Use named helper functions when the intent is reusable
A named function can be clearer than repeating the same closure in multiple places.
func isAdult(age: Int) -> Bool {
age >= 18
}
let ages = [12, 19, 30]
let adults = ages.filter(isAdult)
This is useful when the rule has a meaningful name and might be reused in more than one place.
8. Limitations and Edge Cases
- map does not remove nil values from optionals. If you are transforming optional results and want to skip nil, compactMap is often the correct tool.
- filter preserves the original order of matching elements. It does not sort them.
- reduce can become hard to read when the accumulation logic is complex. In those cases, a loop may be easier to understand.
- Long chains of collection operations can create intermediate arrays. For typical app code this is usually fine, but performance-sensitive code may need closer inspection.
- These methods return new values rather than changing the original array in place, which can surprise beginners expecting mutation.
- If your closure has side effects, such as logging, writing files, or mutating outside state, the code may become harder to reason about even if it compiles.
A common comparison is map versus compactMap. map transforms every element and keeps optionals if you return them. compactMap transforms and removes nil results.
9. Practical Mini Project
Let’s build a small report from a list of quiz scores. We will use filter to keep passing scores, map to create labels, and reduce to calculate the total.
let scores = [45, 82, 67, 91, 58]
let passingScores = scores.filter { score in
score >= 60
}
let labels = passingScores.map { score in
"Passing score: \(score)"
}
let totalPassingScore = passingScores.reduce(0) { sum, score in
sum + score
}
print("Original scores: \(scores)")
print("Passing scores: \(passingScores)")

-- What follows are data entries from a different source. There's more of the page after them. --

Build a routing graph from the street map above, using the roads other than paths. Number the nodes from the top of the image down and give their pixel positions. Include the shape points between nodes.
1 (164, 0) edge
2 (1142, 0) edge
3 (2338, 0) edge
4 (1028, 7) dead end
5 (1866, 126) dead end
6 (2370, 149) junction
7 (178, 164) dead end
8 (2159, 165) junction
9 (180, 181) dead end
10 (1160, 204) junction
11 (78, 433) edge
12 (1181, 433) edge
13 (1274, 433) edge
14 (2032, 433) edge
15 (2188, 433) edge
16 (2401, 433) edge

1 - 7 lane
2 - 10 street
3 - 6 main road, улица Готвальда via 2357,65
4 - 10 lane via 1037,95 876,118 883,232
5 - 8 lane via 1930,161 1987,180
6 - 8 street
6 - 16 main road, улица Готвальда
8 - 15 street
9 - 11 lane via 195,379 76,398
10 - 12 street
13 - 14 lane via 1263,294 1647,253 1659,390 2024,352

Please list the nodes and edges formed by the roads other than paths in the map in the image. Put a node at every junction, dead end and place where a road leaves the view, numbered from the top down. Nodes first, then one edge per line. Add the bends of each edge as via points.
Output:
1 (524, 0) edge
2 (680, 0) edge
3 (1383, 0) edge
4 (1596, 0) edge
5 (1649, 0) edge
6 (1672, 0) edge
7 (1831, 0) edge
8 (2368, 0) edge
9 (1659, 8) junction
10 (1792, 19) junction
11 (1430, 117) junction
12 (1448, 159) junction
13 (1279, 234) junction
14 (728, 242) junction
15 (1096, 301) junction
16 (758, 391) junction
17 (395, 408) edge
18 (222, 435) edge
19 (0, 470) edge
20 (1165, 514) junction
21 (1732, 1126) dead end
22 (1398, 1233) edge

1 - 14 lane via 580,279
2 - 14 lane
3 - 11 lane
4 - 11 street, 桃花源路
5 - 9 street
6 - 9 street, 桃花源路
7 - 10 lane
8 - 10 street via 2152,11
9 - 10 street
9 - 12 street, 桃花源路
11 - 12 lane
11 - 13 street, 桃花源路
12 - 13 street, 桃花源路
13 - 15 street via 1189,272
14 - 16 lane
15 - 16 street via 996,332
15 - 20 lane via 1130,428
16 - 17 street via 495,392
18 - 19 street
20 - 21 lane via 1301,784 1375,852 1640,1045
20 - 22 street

print("Labels: \(labels)")
print("Total of passing scores: \(totalPassingScore)")
This mini project shows a realistic workflow: first select the data you want, then transform it into a presentation-friendly format, and finally compute a summary value from it.
10. Key Points
- map transforms each element into a new value.
- filter keeps only elements that satisfy a condition.

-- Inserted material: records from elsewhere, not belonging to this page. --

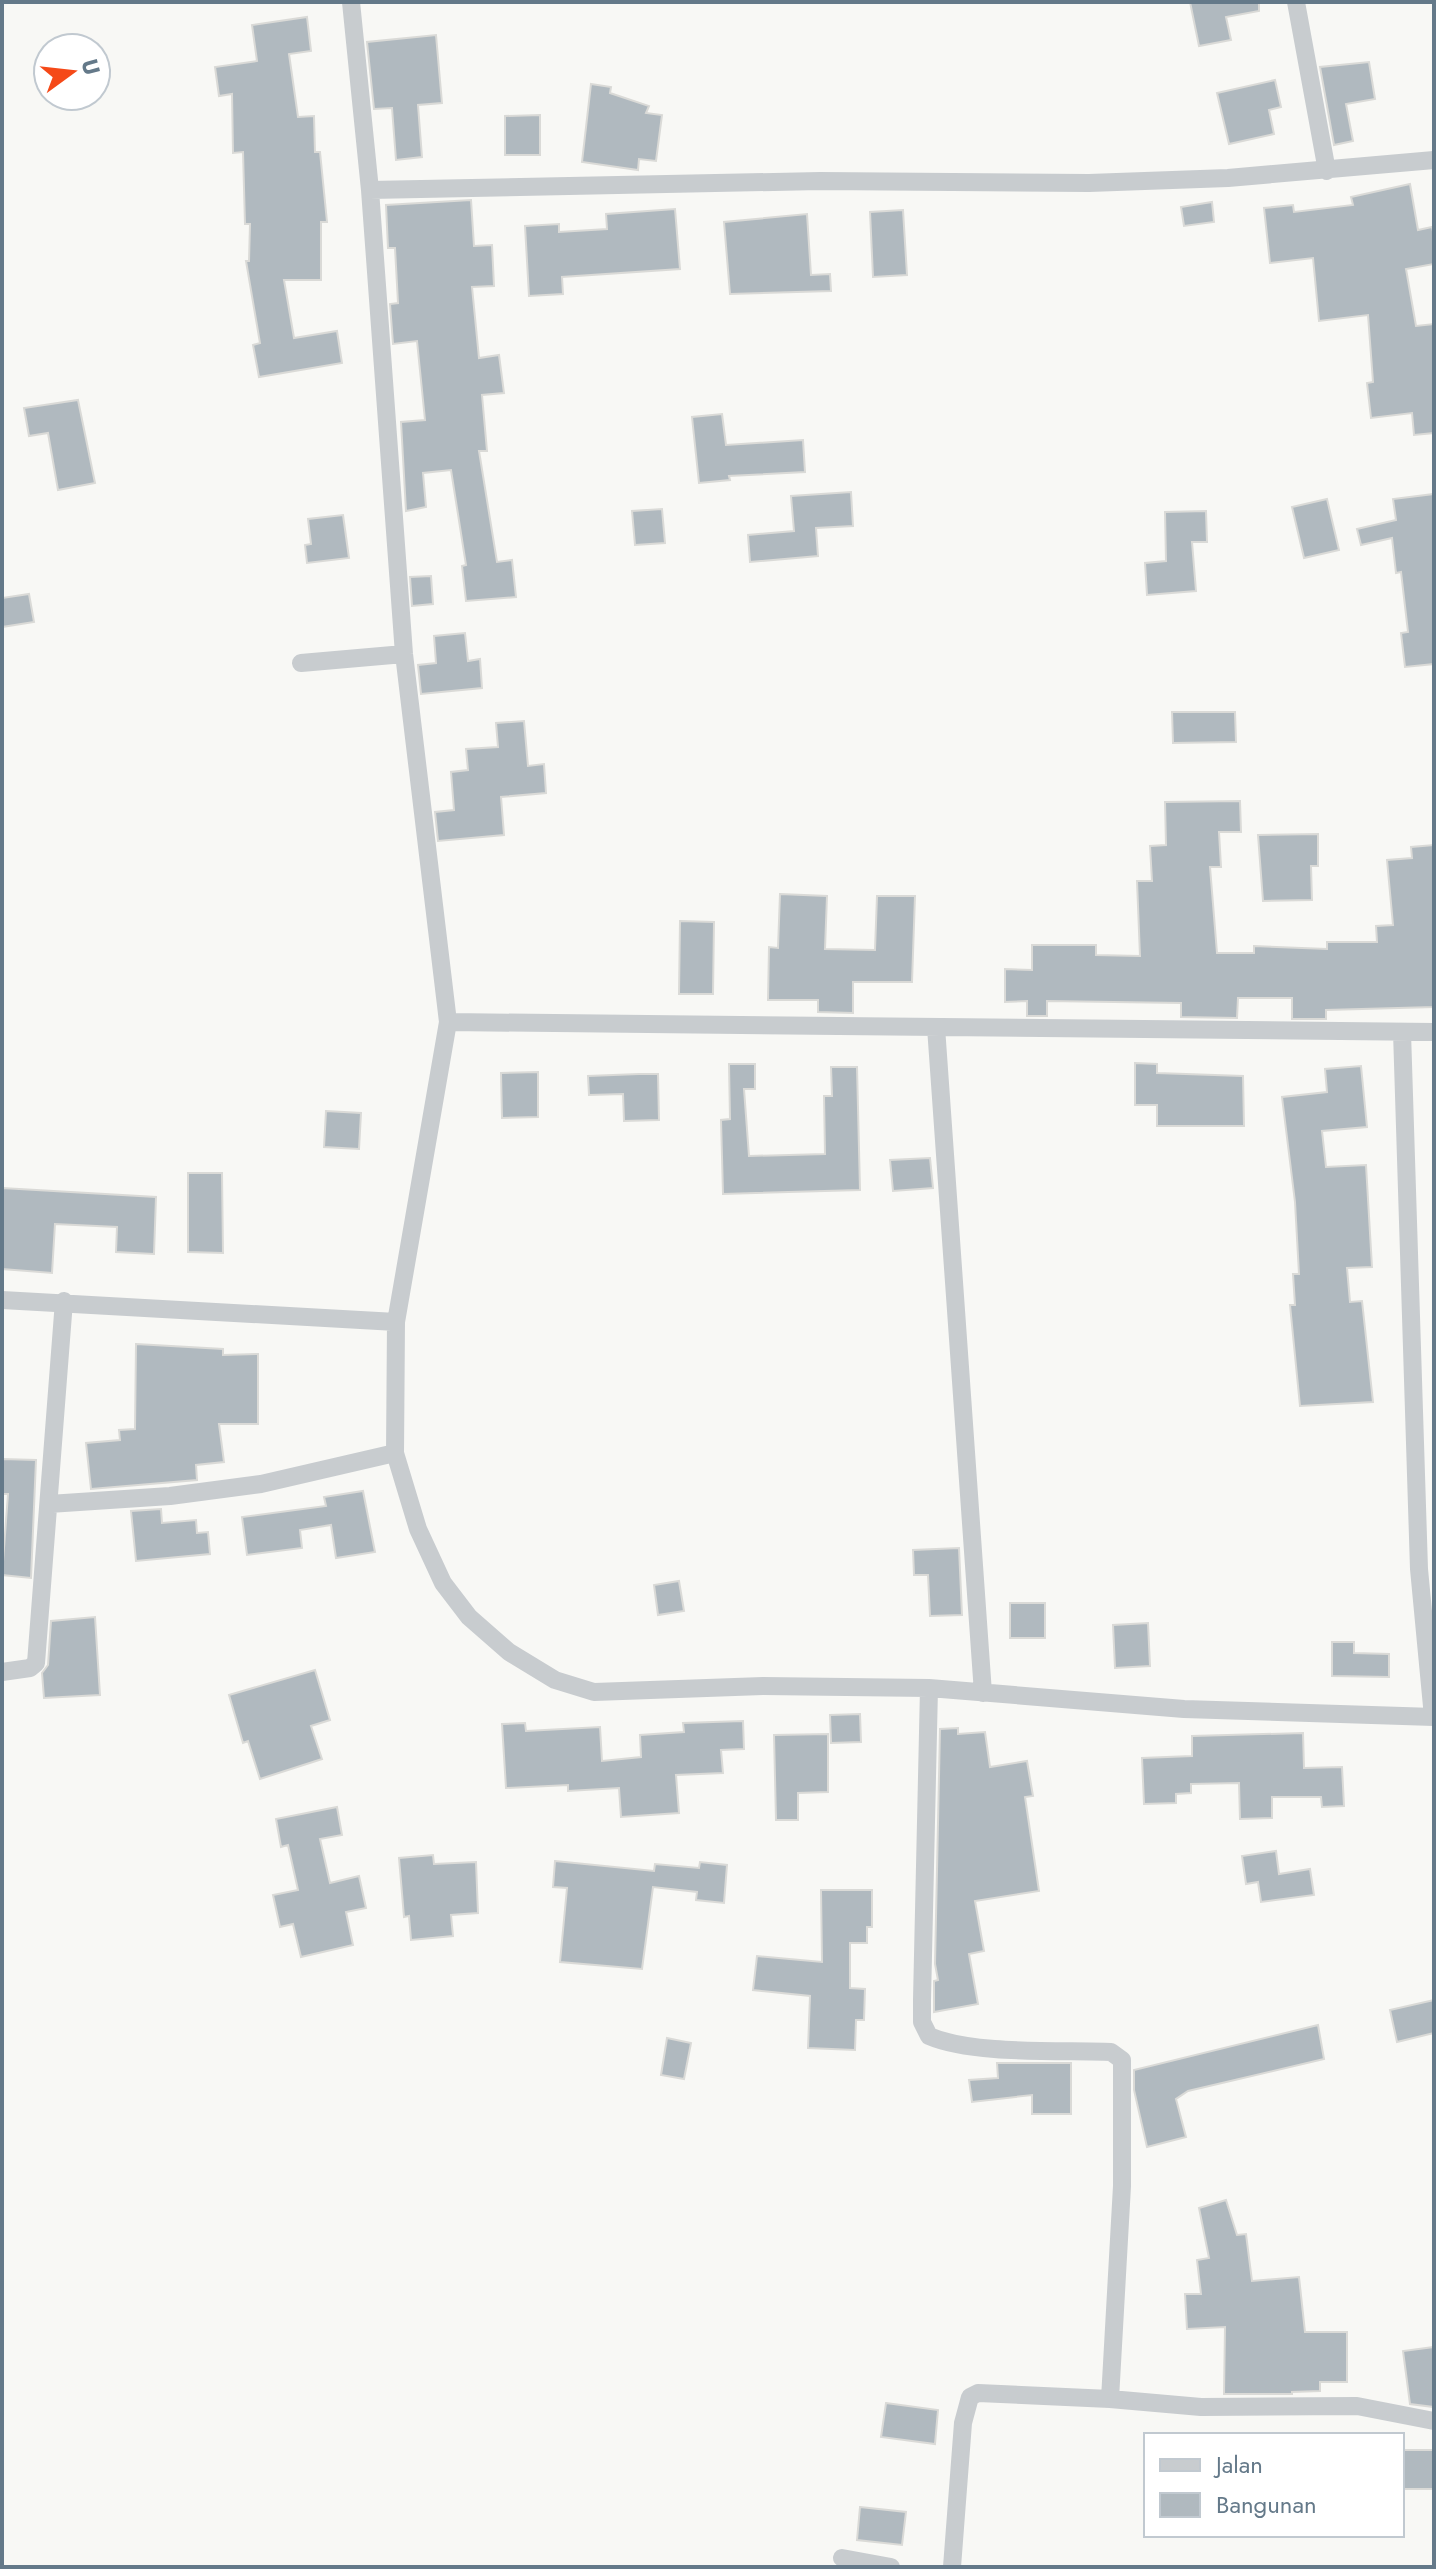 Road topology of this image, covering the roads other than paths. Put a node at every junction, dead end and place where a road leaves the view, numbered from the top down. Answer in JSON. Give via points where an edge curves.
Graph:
{"nodes":[{"id":1,"x":351,"y":2,"type":"edge"},
{"id":2,"x":1296,"y":2,"type":"edge"},
{"id":3,"x":1434,"y":160,"type":"edge"},
{"id":4,"x":1327,"y":171,"type":"junction"},
{"id":5,"x":370,"y":190,"type":"junction"},
{"id":6,"x":404,"y":654,"type":"junction"},
{"id":7,"x":301,"y":663,"type":"dead end"},
{"id":8,"x":448,"y":1022,"type":"junction"},
{"id":9,"x":936,"y":1027,"type":"junction"},
{"id":10,"x":1402,"y":1032,"type":"junction"},
{"id":11,"x":1434,"y":1032,"type":"edge"},
{"id":12,"x":2,"y":1300,"type":"edge"},
{"id":13,"x":64,"y":1301,"type":"junction"},
{"id":14,"x":396,"y":1322,"type":"junction"},
{"id":15,"x":395,"y":1453,"type":"junction"},
{"id":16,"x":49,"y":1504,"type":"junction"},
{"id":17,"x":2,"y":1672,"type":"edge"},
{"id":18,"x":929,"y":1688,"type":"junction"},
{"id":19,"x":983,"y":1693,"type":"junction"},
{"id":20,"x":1434,"y":1717,"type":"edge"},
{"id":21,"x":1110,"y":2399,"type":"junction"},
{"id":22,"x":1434,"y":2421,"type":"edge"},
{"id":23,"x":842,"y":2558,"type":"dead end"},
{"id":24,"x":891,"y":2567,"type":"edge"},
{"id":25,"x":952,"y":2567,"type":"edge"}],
"edges":[{"from":1,"to":5,"type":"street"},
{"from":2,"to":4,"type":"street"},
{"from":3,"to":4,"type":"street"},
{"from":4,"to":5,"type":"street","via":[[1089,183],[820,181]]},
{"from":5,"to":6,"type":"street"},
{"from":6,"to":7,"type":"street"},
{"from":6,"to":8,"type":"street"},
{"from":8,"to":9,"type":"street"},
{"from":8,"to":14,"type":"street"},
{"from":9,"to":10,"type":"street"},
{"from":9,"to":19,"type":"street"},
{"from":10,"to":11,"type":"street"},
{"from":10,"to":20,"type":"street","via":[[1419,1569]]},
{"from":12,"to":13,"type":"street"},
{"from":13,"to":14,"type":"street"},
{"from":13,"to":16,"type":"street"},
{"from":14,"to":15,"type":"street"},
{"from":15,"to":16,"type":"street","via":[[261,1484]]},
{"from":15,"to":18,"type":"street","via":[[418,1529],[443,1583],[469,1617],[509,1652],[555,1680],[594,1692]]},
{"from":16,"to":17,"type":"street","via":[[36,1663]]},
{"from":18,"to":19,"type":"street"},
{"from":18,"to":21,"type":"street","via":[[922,2022],[929,2036],[982,2046],[1111,2052],[1122,2060],[1122,2186]]},
{"from":19,"to":20,"type":"street","via":[[1184,1709]]},
{"from":21,"to":22,"type":"street","via":[[1201,2407],[1357,2406]]},
{"from":21,"to":25,"type":"street","via":[[978,2393],[970,2397],[963,2423]]},
{"from":23,"to":24,"type":"street"}]}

- reduce combines all elements into one result.
- These methods usually return new values instead of mutating the original collection.
- Choose the method based on the shape of the result you want.
- Use chaining carefully so the code stays readable.
- Consider compactMap when you need to transform values and discard nil results.
11. Practice Exercise
Try this exercise to check your understanding.
- Start with an array of product prices: [12.0, 25.0, 8.0, 30.0, 15.0].
- Use filter to keep only prices greater than or equal to 15.
- Use map to convert those prices into strings like "$25.0".
- Use reduce to calculate the total of the filtered prices.
Expected output: an array of matching price labels and the total of the matching prices.
Hint: Do the filtering first, then transform and total the filtered results.
let prices = [12.0, 25.0, 8.0, 30.0, 15.0]
let filteredPrices = prices.filter { price in
price >= 15.0
}
let priceLabels = filteredPrices.map { price in
"$\(price)"
}
let total = filteredPrices.reduce(0.0) { sum, price in
sum + price
}
print(priceLabels)
print(total)
12. Final Summary
map, filter, and reduce are foundational Swift tools for working with collections. They let you express common tasks clearly: transform every value, keep only matching values, or combine everything into one final result. Once you understand the shape of each result, choosing the right one becomes much easier.
For beginners, the biggest improvement usually comes from learning to match the method to the problem instead of reaching for loops or forcing everything into reduce. For intermediate Swift developers, the next step is writing smaller, clearer closures and recognizing when related methods like compactMap or a plain for loop are the better fit.
A strong next step is to learn compactMap, flatMap, and closure shorthand syntax so you can read and write more expressive Swift collection code.